JosiahParry / serde_esri

Esri JSON struct definitions and serde integration.
https://josiahparry.github.io/serde_esri/
7 stars 1 forks source link

Use separated Coords #11

Open JosiahParry opened 9 months ago

JosiahParry commented 9 months ago

Per recommendation separated x &y coordinates should be used when creating a geoarrow array as it will improve conversion to R types.

Comment: https://github.com/geoarrow/geoarrow-c/issues/78

Example affected lines: https://github.com/JosiahParry/serde_esri/blob/1f7f70e086463079bc2d99b925580e052b7382be/src/arrow_compat.rs#L209

@kylebarron

paleolimbot commented 9 months ago

FWIW, interleaved coords will still work and the optimizations that I'm talking about aren't implemented quite yet. The optimizations I'm talking about are:

If ESRI JSON is similar to GeoJSON I imagine constructing the interleaved version is easier to do from your end. All this to say that I think you can safely defer this one for quite a while if you'd like 🙂

JosiahParry commented 9 months ago

Thanks for the heads up! Esri JSON is quite quite close to geojson coords are structured like [[x, y, z, m], [x, y, z, m]]. Fortunately the conversion to geoarrow falls (almost) entirely on geoarrow-rs.

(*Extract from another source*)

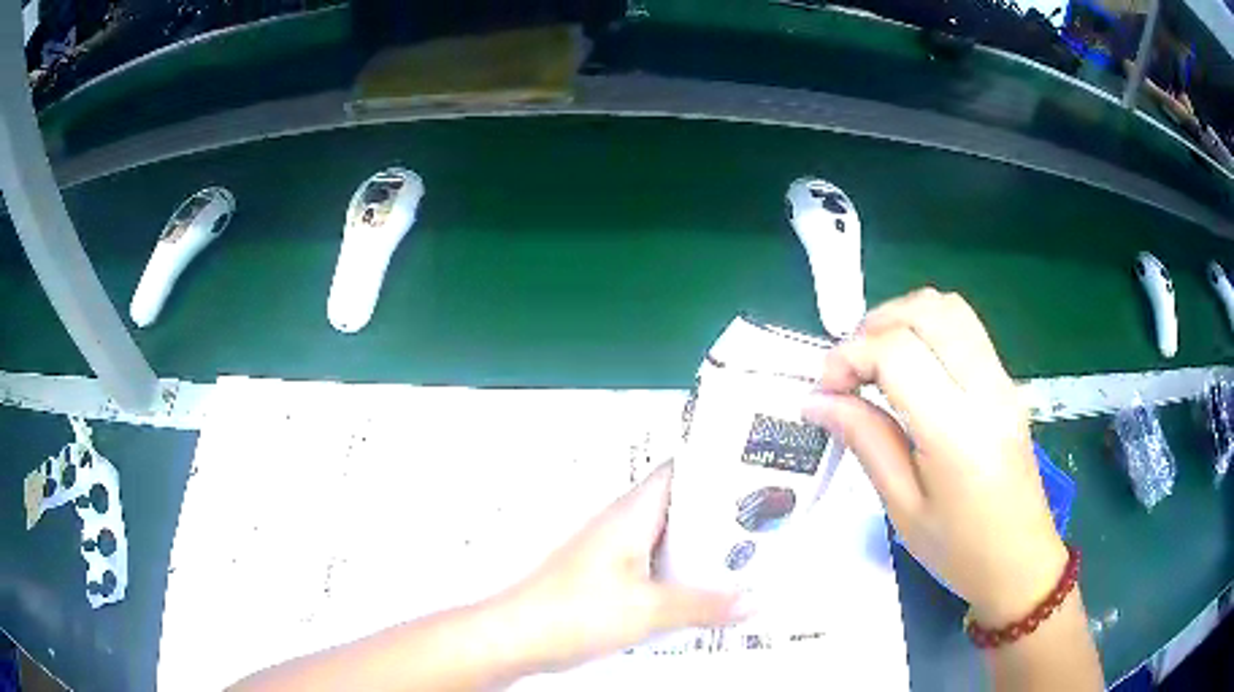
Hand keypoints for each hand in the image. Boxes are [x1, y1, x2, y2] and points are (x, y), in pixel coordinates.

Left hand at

The way it works is that I have my struct EsriPolygon, for example, where I have to implement the trait PolygonTrait which defines how to get x & y coords out of the struct. Then once that trait is defined I get for "free" the ability to create a PolygonArray using geoarrow-rs. However, at present that assumes an interleaved coordinate buffer. But it seems like moving forward I'll have the option to choose the coordinate representation type https://github.com/geoarrow/geoarrow-rs/pull/279


Aside: I suspect any use of geoarrow or more low-level geometry representations will lead to a massive speed up regardless of a copy or not :)

paleolimbot commented 9 months ago

Aside: I suspect any use of geoarrow or more low-level geometry representations will lead to a massive speed up regardless of a copy or not :)

It's true. I've even found so far that Arrow WKB is a huge speed boost (compared to anything involving lists of R objects).